EXERCISE DIRECTIONS. Retype the whole listing exactly. Leave out pictures.

▶

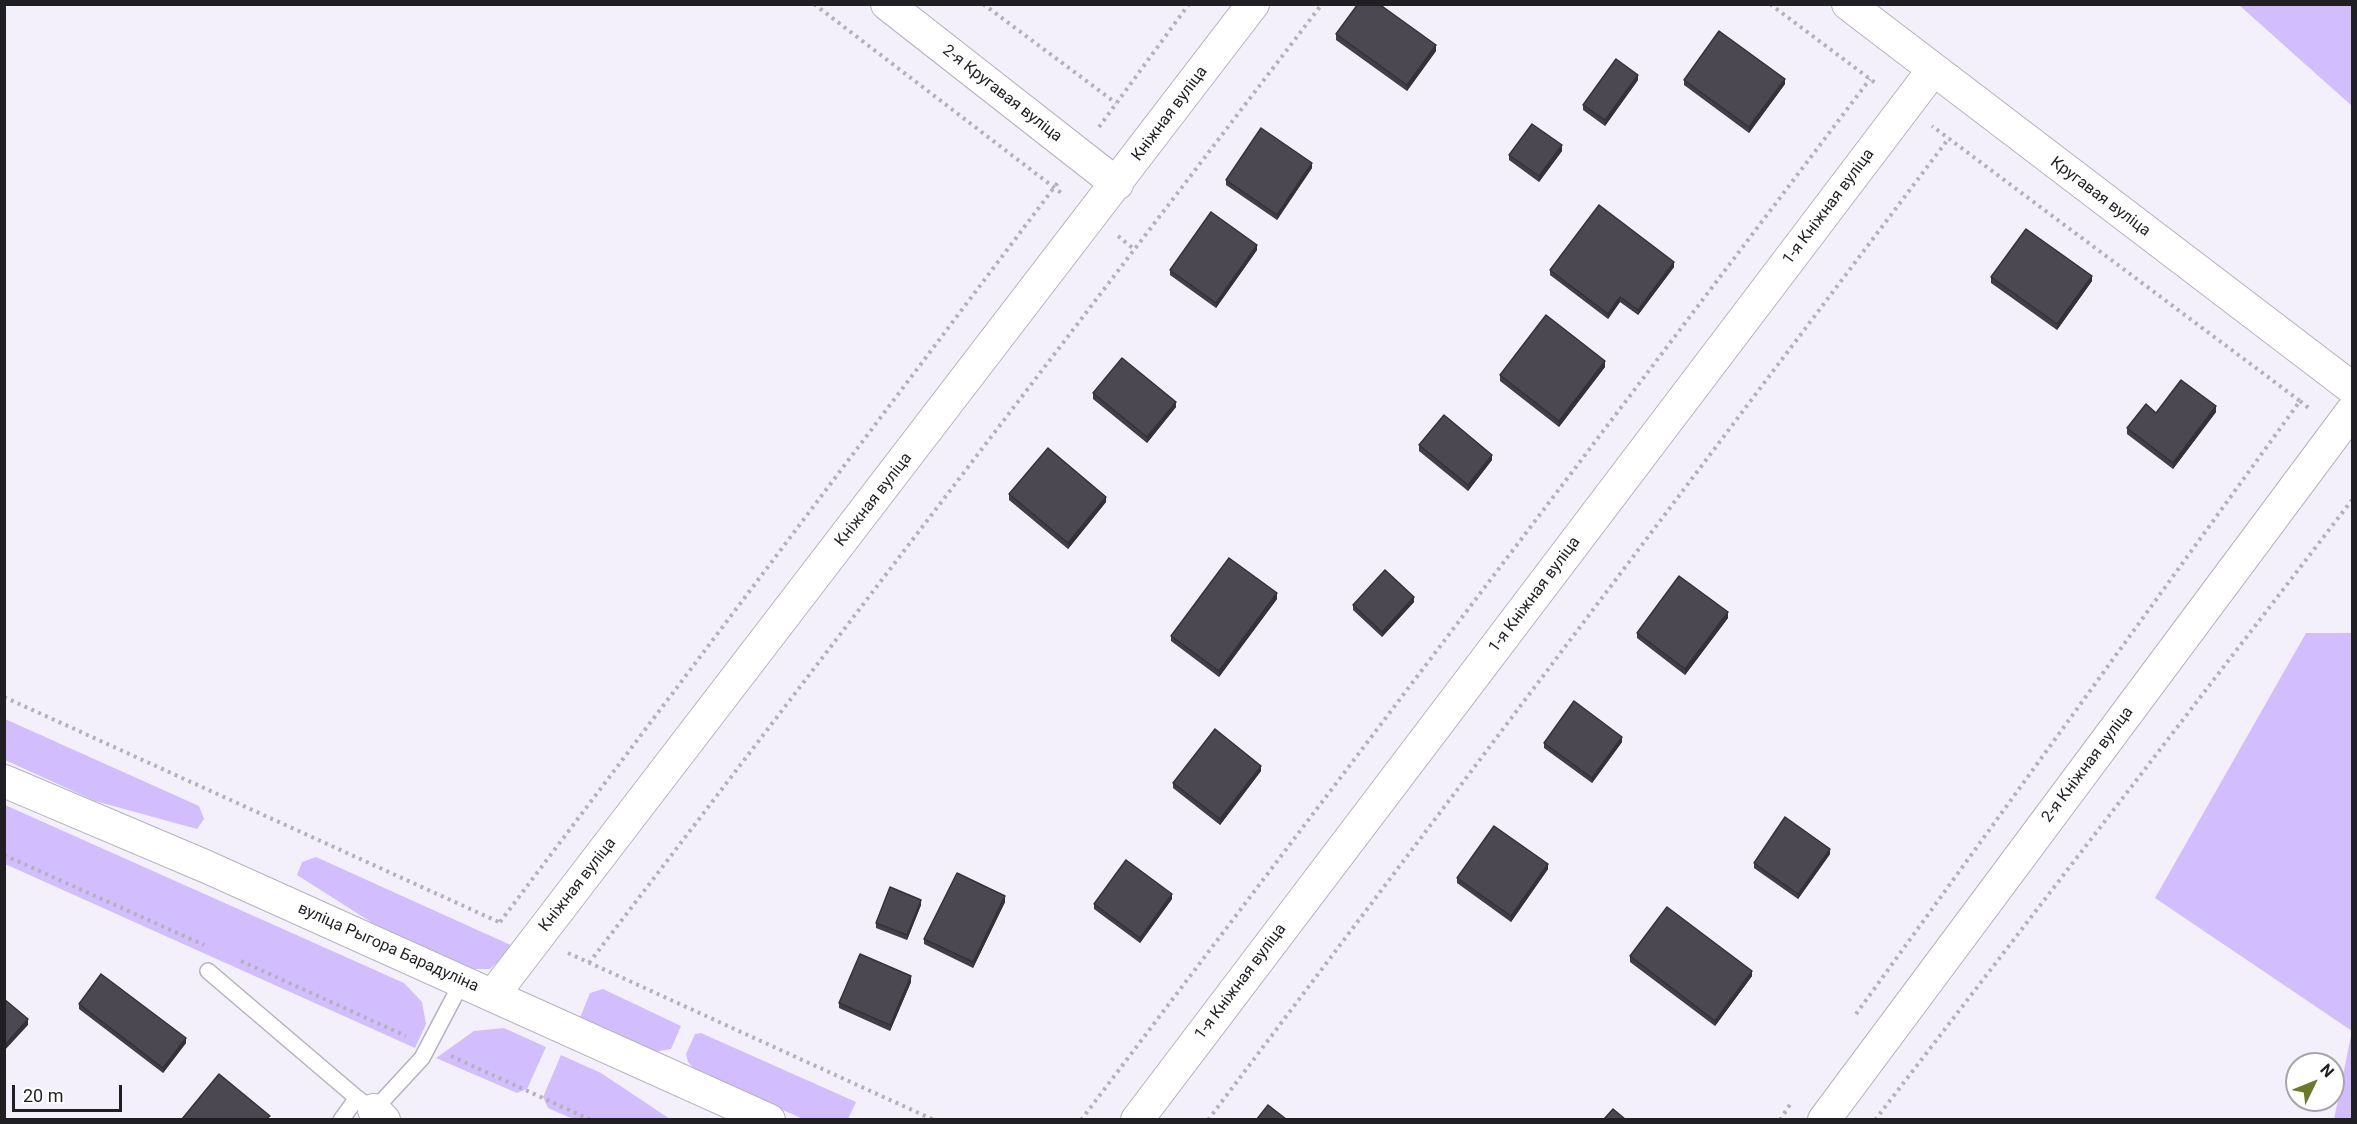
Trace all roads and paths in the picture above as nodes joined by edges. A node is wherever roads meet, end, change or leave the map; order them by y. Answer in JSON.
{"nodes":[{"id":1,"x":814,"y":4,"type":"edge"},
{"id":2,"x":887,"y":4,"type":"edge"},
{"id":3,"x":983,"y":4,"type":"edge"},
{"id":4,"x":1189,"y":4,"type":"edge"},
{"id":5,"x":1253,"y":4,"type":"edge"},
{"id":6,"x":1322,"y":4,"type":"edge"},
{"id":7,"x":1770,"y":4,"type":"edge"},
{"id":8,"x":1848,"y":4,"type":"edge"},
{"id":9,"x":1933,"y":70,"type":"junction"},
{"id":10,"x":1870,"y":79,"type":"junction"},
{"id":11,"x":1906,"y":106,"type":"junction"},
{"id":12,"x":1948,"y":138,"type":"junction"},
{"id":13,"x":1117,"y":184,"type":"junction"},
{"id":14,"x":2352,"y":388,"type":"edge"},
{"id":15,"x":2352,"y":411,"type":"edge"},
{"id":16,"x":2352,"y":500,"type":"edge"},
{"id":17,"x":4,"y":697,"type":"edge"},
{"id":18,"x":4,"y":781,"type":"edge"},
{"id":19,"x":4,"y":855,"type":"edge"},
{"id":20,"x":500,"y":922,"type":"junction"},
{"id":21,"x":536,"y":939,"type":"junction"},
{"id":22,"x":211,"y":948,"type":"dead end"},
{"id":23,"x":232,"y":958,"type":"dead end"},
{"id":24,"x":589,"y":963,"type":"junction"},
{"id":25,"x":208,"y":970,"type":"dead end"},
{"id":26,"x":462,"y":982,"type":"junction"},
{"id":27,"x":494,"y":994,"type":"junction"},
{"id":28,"x":1850,"y":1022,"type":"dead end"},
{"id":29,"x":428,"y":1046,"type":"junction"},
{"id":30,"x":1794,"y":1100,"type":"dead end"},
{"id":31,"x":371,"y":1109,"type":"edge"},
{"id":32,"x":341,"y":1119,"type":"edge"},
{"id":33,"x":591,"y":1119,"type":"edge"},
{"id":34,"x":769,"y":1119,"type":"edge"},
{"id":35,"x":934,"y":1119,"type":"edge"},
{"id":36,"x":1081,"y":1119,"type":"edge"},
{"id":37,"x":1137,"y":1119,"type":"edge"},
{"id":38,"x":1208,"y":1119,"type":"edge"},
{"id":39,"x":1780,"y":1119,"type":"edge"},
{"id":40,"x":1824,"y":1119,"type":"edge"},
{"id":41,"x":1875,"y":1119,"type":"edge"}],
"edges":[{"from":1,"to":20,"type":"path"},
{"from":2,"to":13,"type":"street","name":"2-я Кругавая вуліца"},
{"from":3,"to":4,"type":"path"},
{"from":5,"to":13,"type":"street","name":"Кніжная вуліца"},
{"from":6,"to":24,"type":"path"},
{"from":7,"to":10,"type":"path"},
{"from":8,"to":9,"type":"street","name":"Кругавая вуліца"},
{"from":9,"to":11,"type":"street","name":"1-я Кніжная вуліца"},
{"from":9,"to":14,"type":"street","name":"Кругавая вуліца"},
{"from":10,"to":11,"type":"path"},
{"from":10,"to":36,"type":"path"},
{"from":11,"to":12,"type":"path"},
{"from":11,"to":37,"type":"street","name":"1-я Кніжная вуліца"},
{"from":12,"to":28,"type":"path"},
{"from":12,"to":38,"type":"path"},
{"from":13,"to":21,"type":"street","name":"Кніжная вуліца"},
{"from":15,"to":40,"type":"street","name":"2-я Кніжная вуліца"},
{"from":16,"to":41,"type":"path"},
{"from":17,"to":20,"type":"path"},
{"from":18,"to":26,"type":"street","name":"вуліца Рыгора Барадуліна"},
{"from":19,"to":22,"type":"path"},
{"from":20,"to":21,"type":"path"},
{"from":21,"to":24,"type":"path"},
{"from":21,"to":27,"type":"street","name":"Кніжная вуліца"},
{"from":23,"to":29,"type":"path"},
{"from":24,"to":35,"type":"path"},
{"from":25,"to":31,"type":"lane"},
{"from":26,"to":27,"type":"street","name":"вуліца Рыгора Барадуліна"},
{"from":26,"to":29,"type":"lane"},
{"from":27,"to":34,"type":"street","name":"вуліца Рыгора Барадуліна"},
{"from":29,"to":31,"type":"lane"},
{"from":29,"to":33,"type":"path"},
{"from":30,"to":39,"type":"path"},
{"from":31,"to":32,"type":"lane"}]}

◀

ANSWER TO THE PROBLEM.
Trace all roads and paths in the picture above as nodes joined by edges. A node is wherever roads meet, end, change or leave the map; order them by y. Answer in JSON.
{"nodes":[{"id":1,"x":814,"y":4,"type":"edge"},
{"id":2,"x":887,"y":4,"type":"edge"},
{"id":3,"x":983,"y":4,"type":"edge"},
{"id":4,"x":1189,"y":4,"type":"edge"},
{"id":5,"x":1253,"y":4,"type":"edge"},
{"id":6,"x":1322,"y":4,"type":"edge"},
{"id":7,"x":1770,"y":4,"type":"edge"},
{"id":8,"x":1848,"y":4,"type":"edge"},
{"id":9,"x":1933,"y":70,"type":"junction"},
{"id":10,"x":1870,"y":79,"type":"junction"},
{"id":11,"x":1906,"y":106,"type":"junction"},
{"id":12,"x":1948,"y":138,"type":"junction"},
{"id":13,"x":1117,"y":184,"type":"junction"},
{"id":14,"x":2352,"y":388,"type":"edge"},
{"id":15,"x":2352,"y":411,"type":"edge"},
{"id":16,"x":2352,"y":500,"type":"edge"},
{"id":17,"x":4,"y":697,"type":"edge"},
{"id":18,"x":4,"y":781,"type":"edge"},
{"id":19,"x":4,"y":855,"type":"edge"},
{"id":20,"x":500,"y":922,"type":"junction"},
{"id":21,"x":536,"y":939,"type":"junction"},
{"id":22,"x":211,"y":948,"type":"dead end"},
{"id":23,"x":232,"y":958,"type":"dead end"},
{"id":24,"x":589,"y":963,"type":"junction"},
{"id":25,"x":208,"y":970,"type":"dead end"},
{"id":26,"x":462,"y":982,"type":"junction"},
{"id":27,"x":494,"y":994,"type":"junction"},
{"id":28,"x":1850,"y":1022,"type":"dead end"},
{"id":29,"x":428,"y":1046,"type":"junction"},
{"id":30,"x":1794,"y":1100,"type":"dead end"},
{"id":31,"x":371,"y":1109,"type":"edge"},
{"id":32,"x":341,"y":1119,"type":"edge"},
{"id":33,"x":591,"y":1119,"type":"edge"},
{"id":34,"x":769,"y":1119,"type":"edge"},
{"id":35,"x":934,"y":1119,"type":"edge"},
{"id":36,"x":1081,"y":1119,"type":"edge"},
{"id":37,"x":1137,"y":1119,"type":"edge"},
{"id":38,"x":1208,"y":1119,"type":"edge"},
{"id":39,"x":1780,"y":1119,"type":"edge"},
{"id":40,"x":1824,"y":1119,"type":"edge"},
{"id":41,"x":1875,"y":1119,"type":"edge"}],
"edges":[{"from":1,"to":20,"type":"path"},
{"from":2,"to":13,"type":"street","name":"2-я Кругавая вуліца"},
{"from":3,"to":4,"type":"path"},
{"from":5,"to":13,"type":"street","name":"Кніжная вуліца"},
{"from":6,"to":24,"type":"path"},
{"from":7,"to":10,"type":"path"},
{"from":8,"to":9,"type":"street","name":"Кругавая вуліца"},
{"from":9,"to":11,"type":"street","name":"1-я Кніжная вуліца"},
{"from":9,"to":14,"type":"street","name":"Кругавая вуліца"},
{"from":10,"to":11,"type":"path"},
{"from":10,"to":36,"type":"path"},
{"from":11,"to":12,"type":"path"},
{"from":11,"to":37,"type":"street","name":"1-я Кніжная вуліца"},
{"from":12,"to":28,"type":"path"},
{"from":12,"to":38,"type":"path"},
{"from":13,"to":21,"type":"street","name":"Кніжная вуліца"},
{"from":15,"to":40,"type":"street","name":"2-я Кніжная вуліца"},
{"from":16,"to":41,"type":"path"},
{"from":17,"to":20,"type":"path"},
{"from":18,"to":26,"type":"street","name":"вуліца Рыгора Барадуліна"},
{"from":19,"to":22,"type":"path"},
{"from":20,"to":21,"type":"path"},
{"from":21,"to":24,"type":"path"},
{"from":21,"to":27,"type":"street","name":"Кніжная вуліца"},
{"from":23,"to":29,"type":"path"},
{"from":24,"to":35,"type":"path"},
{"from":25,"to":31,"type":"lane"},
{"from":26,"to":27,"type":"street","name":"вуліца Рыгора Барадуліна"},
{"from":26,"to":29,"type":"lane"},
{"from":27,"to":34,"type":"street","name":"вуліца Рыгора Барадуліна"},
{"from":29,"to":31,"type":"lane"},
{"from":29,"to":33,"type":"path"},
{"from":30,"to":39,"type":"path"},
{"from":31,"to":32,"type":"lane"}]}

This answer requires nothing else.